By Keith Gangl, CFA®

The stock market, measured by the S&P 500, finished near record highs, closing the year up 17.75%. The year 2025 marked the third consecutive year of double-digit gains for the S&P 500. Not only did the stock market post three years of strong returns, but the bond market also followed suit, with the Barclays US Aggregate Bond ETF finishing up over 7% in 2025.

Gradient Investments’ theme for 2025 of “bring an umbrella”, reflecting both investor optimism and concerns about market performance, proved prescient throughout the year. While markets finished near record highs, they certainly tested investors’ conviction with significant volatility and troubling headlines along the way.

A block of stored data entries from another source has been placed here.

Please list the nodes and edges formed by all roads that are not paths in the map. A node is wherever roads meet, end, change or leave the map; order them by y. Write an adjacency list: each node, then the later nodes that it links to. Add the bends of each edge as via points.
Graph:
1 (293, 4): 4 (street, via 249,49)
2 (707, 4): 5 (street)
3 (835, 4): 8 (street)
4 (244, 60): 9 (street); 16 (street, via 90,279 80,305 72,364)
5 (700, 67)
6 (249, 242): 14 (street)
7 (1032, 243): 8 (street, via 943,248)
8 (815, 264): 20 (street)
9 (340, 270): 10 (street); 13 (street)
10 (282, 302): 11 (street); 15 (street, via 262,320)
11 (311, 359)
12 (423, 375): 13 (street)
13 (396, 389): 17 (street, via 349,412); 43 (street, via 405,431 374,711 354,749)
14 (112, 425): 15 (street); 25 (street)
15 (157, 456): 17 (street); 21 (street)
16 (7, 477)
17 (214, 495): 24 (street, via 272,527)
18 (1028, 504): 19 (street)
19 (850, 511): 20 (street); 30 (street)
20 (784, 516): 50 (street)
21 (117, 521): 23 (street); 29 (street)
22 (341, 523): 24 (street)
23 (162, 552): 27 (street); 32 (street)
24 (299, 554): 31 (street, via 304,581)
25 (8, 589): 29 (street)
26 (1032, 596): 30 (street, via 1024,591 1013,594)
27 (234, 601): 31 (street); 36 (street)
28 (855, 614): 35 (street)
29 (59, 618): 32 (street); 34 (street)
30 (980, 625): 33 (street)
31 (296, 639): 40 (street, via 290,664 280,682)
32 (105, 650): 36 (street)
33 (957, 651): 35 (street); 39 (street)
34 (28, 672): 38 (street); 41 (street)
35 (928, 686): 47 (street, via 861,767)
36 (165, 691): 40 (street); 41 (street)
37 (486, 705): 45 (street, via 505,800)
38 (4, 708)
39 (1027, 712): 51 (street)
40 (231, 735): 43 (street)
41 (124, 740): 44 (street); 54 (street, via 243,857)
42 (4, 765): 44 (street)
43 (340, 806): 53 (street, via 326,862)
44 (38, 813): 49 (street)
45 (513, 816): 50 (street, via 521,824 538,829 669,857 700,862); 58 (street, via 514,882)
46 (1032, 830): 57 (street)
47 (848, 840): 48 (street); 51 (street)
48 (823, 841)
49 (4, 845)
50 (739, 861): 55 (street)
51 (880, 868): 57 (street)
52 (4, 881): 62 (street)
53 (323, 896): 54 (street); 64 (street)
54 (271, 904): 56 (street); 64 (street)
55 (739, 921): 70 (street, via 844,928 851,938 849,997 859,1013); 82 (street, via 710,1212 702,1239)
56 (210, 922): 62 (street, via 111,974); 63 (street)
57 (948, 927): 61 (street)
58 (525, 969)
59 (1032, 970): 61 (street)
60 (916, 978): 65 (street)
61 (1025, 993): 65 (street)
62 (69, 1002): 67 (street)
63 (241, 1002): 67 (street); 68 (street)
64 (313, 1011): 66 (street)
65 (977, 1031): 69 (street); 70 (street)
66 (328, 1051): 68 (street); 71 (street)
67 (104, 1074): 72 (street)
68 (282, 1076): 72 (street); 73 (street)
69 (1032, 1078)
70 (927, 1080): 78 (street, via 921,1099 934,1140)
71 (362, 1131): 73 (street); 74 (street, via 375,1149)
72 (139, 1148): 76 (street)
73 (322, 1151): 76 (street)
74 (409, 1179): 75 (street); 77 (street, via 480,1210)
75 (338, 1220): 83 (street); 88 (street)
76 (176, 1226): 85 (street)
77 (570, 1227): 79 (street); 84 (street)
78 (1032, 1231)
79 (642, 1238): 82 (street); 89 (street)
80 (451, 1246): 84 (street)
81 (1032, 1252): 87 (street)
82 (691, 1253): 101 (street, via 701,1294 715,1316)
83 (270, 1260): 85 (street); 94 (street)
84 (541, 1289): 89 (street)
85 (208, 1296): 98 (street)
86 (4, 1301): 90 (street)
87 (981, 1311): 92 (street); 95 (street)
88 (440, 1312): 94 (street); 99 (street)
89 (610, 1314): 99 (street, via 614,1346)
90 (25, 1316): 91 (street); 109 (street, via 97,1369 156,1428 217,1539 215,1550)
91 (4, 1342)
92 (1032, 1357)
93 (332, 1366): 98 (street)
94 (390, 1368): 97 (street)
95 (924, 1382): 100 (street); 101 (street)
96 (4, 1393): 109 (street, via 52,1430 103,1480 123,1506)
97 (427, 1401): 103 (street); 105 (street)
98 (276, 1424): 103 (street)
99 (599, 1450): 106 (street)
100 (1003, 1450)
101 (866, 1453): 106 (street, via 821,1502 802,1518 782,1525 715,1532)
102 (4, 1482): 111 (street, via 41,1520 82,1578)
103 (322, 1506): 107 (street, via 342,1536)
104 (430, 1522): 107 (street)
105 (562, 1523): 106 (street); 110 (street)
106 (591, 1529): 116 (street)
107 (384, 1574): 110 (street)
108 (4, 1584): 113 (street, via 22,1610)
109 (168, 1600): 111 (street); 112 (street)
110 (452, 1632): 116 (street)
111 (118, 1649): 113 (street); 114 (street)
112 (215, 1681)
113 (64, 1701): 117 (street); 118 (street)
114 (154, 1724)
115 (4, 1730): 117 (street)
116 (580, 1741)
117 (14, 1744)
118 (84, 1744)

The year 2025 was memorable not only for the robust returns in both stock and bond markets but also for numerous newsworthy events. These included “Liberation Day,” a new set of aggressive tariffs announced on April 2, a government shutdown, Federal Reserve interest rate cuts, and continued advances in artificial intelligence.

We believe that when investors look back a decade from now, the most memorable event of 2025 will be the dramatic increase in tariffs, even more so than the market’s impressive “three in a row” performance. The US effective tariff rate rose from 2.5% at the beginning of 2025 to above 15%[1] by year’s end. While some tariffs have recently been eased and we may have seen peak rates, the effective tariff rate remains several multiples higher than at the start of the year. Though tariffs generate revenue for the U.S. Treasury’s general fund, they also function as a tax on consumers and businesses, and their impact on the economy is still not fully known.

Our outlook for 2026 remains constructive, though investors should still carry that umbrella and prepare for potential market volatility and corrections that, while normal, can be uncomfortable. Gradient Investments will monitor several key metrics in 2026 to help determine the market’s future path: corporate earnings growth, interest rates, and unemployment rates. Corporate earnings are expected to grow 15%[2] nearly double the 10-year average of 8.6%.[3]

As we navigate the year ahead, the foundation for continued market strength appears solid, supported by healthy earnings expectations and a resilient economy. However, the elevated tariff environment and geopolitical uncertainties remind us that vigilance remains essential. At Gradient Investments, we remain committed to balancing optimism with prudence, seeking opportunities while managing risks on behalf of clients. The “three in a row” achievement reflects not just favorable market conditions, but the importance of staying invested through periods of uncertainty. As always, disciplined investment strategies and a long-term perspective will be our guides as we work to help clients achieve their financial goals in 2026 and beyond.